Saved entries
*** Begin section ***
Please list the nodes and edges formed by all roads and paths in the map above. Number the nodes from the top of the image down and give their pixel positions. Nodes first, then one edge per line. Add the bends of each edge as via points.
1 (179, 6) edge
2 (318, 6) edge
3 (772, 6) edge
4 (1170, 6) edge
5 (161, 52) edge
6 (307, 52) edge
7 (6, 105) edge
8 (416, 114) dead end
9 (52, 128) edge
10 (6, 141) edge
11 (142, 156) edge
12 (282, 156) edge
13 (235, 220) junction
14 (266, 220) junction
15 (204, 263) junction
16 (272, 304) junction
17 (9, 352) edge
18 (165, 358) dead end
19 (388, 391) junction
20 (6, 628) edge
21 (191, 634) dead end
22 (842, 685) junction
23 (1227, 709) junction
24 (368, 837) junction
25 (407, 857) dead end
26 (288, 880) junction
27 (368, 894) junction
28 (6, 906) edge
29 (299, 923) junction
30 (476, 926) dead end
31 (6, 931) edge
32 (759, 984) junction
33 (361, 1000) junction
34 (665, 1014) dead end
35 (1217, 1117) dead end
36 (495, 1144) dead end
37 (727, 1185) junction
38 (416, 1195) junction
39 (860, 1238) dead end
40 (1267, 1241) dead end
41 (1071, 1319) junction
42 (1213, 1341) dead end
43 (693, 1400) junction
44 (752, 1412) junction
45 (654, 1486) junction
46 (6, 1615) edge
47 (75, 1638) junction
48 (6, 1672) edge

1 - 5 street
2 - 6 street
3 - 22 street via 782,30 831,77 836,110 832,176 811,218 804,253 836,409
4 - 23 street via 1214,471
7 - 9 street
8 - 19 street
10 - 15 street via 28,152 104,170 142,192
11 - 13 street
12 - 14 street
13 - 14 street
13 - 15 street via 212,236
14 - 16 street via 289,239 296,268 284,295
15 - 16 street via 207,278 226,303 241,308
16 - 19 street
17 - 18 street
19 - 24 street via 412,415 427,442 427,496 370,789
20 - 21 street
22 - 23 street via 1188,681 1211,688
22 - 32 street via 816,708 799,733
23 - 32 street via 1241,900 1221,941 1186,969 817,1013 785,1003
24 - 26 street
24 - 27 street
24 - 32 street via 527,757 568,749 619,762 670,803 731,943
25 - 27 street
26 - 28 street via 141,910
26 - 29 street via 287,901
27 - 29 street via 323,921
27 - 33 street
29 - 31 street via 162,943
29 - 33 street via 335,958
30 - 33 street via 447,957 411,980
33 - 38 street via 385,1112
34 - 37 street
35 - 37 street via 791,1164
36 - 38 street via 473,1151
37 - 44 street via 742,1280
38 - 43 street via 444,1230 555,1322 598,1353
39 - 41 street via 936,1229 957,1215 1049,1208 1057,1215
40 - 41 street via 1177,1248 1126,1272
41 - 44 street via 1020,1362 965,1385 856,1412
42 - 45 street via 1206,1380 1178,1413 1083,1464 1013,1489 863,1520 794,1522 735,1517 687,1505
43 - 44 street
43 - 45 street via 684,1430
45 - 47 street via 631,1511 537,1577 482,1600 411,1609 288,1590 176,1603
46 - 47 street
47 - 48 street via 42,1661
*** End section ***
WHAT NEEDS TO BE DONE: Reproduce all of the data. Leave every line unchanged.

ANSWER TO THIS EXERCISE:
Please list the nodes and edges formed by all roads and paths in the map above. Number the nodes from the top of the image down and give their pixel positions. Nodes first, then one edge per line. Add the bends of each edge as via points.
1 (179, 6) edge
2 (318, 6) edge
3 (772, 6) edge
4 (1170, 6) edge
5 (161, 52) edge
6 (307, 52) edge
7 (6, 105) edge
8 (416, 114) dead end
9 (52, 128) edge
10 (6, 141) edge
11 (142, 156) edge
12 (282, 156) edge
13 (235, 220) junction
14 (266, 220) junction
15 (204, 263) junction
16 (272, 304) junction
17 (9, 352) edge
18 (165, 358) dead end
19 (388, 391) junction
20 (6, 628) edge
21 (191, 634) dead end
22 (842, 685) junction
23 (1227, 709) junction
24 (368, 837) junction
25 (407, 857) dead end
26 (288, 880) junction
27 (368, 894) junction
28 (6, 906) edge
29 (299, 923) junction
30 (476, 926) dead end
31 (6, 931) edge
32 (759, 984) junction
33 (361, 1000) junction
34 (665, 1014) dead end
35 (1217, 1117) dead end
36 (495, 1144) dead end
37 (727, 1185) junction
38 (416, 1195) junction
39 (860, 1238) dead end
40 (1267, 1241) dead end
41 (1071, 1319) junction
42 (1213, 1341) dead end
43 (693, 1400) junction
44 (752, 1412) junction
45 (654, 1486) junction
46 (6, 1615) edge
47 (75, 1638) junction
48 (6, 1672) edge

1 - 5 street
2 - 6 street
3 - 22 street via 782,30 831,77 836,110 832,176 811,218 804,253 836,409
4 - 23 street via 1214,471
7 - 9 street
8 - 19 street
10 - 15 street via 28,152 104,170 142,192
11 - 13 street
12 - 14 street
13 - 14 street
13 - 15 street via 212,236
14 - 16 street via 289,239 296,268 284,295
15 - 16 street via 207,278 226,303 241,308
16 - 19 street
17 - 18 street
19 - 24 street via 412,415 427,442 427,496 370,789
20 - 21 street
22 - 23 street via 1188,681 1211,688
22 - 32 street via 816,708 799,733
23 - 32 street via 1241,900 1221,941 1186,969 817,1013 785,1003
24 - 26 street
24 - 27 street
24 - 32 street via 527,757 568,749 619,762 670,803 731,943
25 - 27 street
26 - 28 street via 141,910
26 - 29 street via 287,901
27 - 29 street via 323,921
27 - 33 street
29 - 31 street via 162,943
29 - 33 street via 335,958
30 - 33 street via 447,957 411,980
33 - 38 street via 385,1112
34 - 37 street
35 - 37 street via 791,1164
36 - 38 street via 473,1151
37 - 44 street via 742,1280
38 - 43 street via 444,1230 555,1322 598,1353
39 - 41 street via 936,1229 957,1215 1049,1208 1057,1215
40 - 41 street via 1177,1248 1126,1272
41 - 44 street via 1020,1362 965,1385 856,1412
42 - 45 street via 1206,1380 1178,1413 1083,1464 1013,1489 863,1520 794,1522 735,1517 687,1505
43 - 44 street
43 - 45 street via 684,1430
45 - 47 street via 631,1511 537,1577 482,1600 411,1609 288,1590 176,1603
46 - 47 street
47 - 48 street via 42,1661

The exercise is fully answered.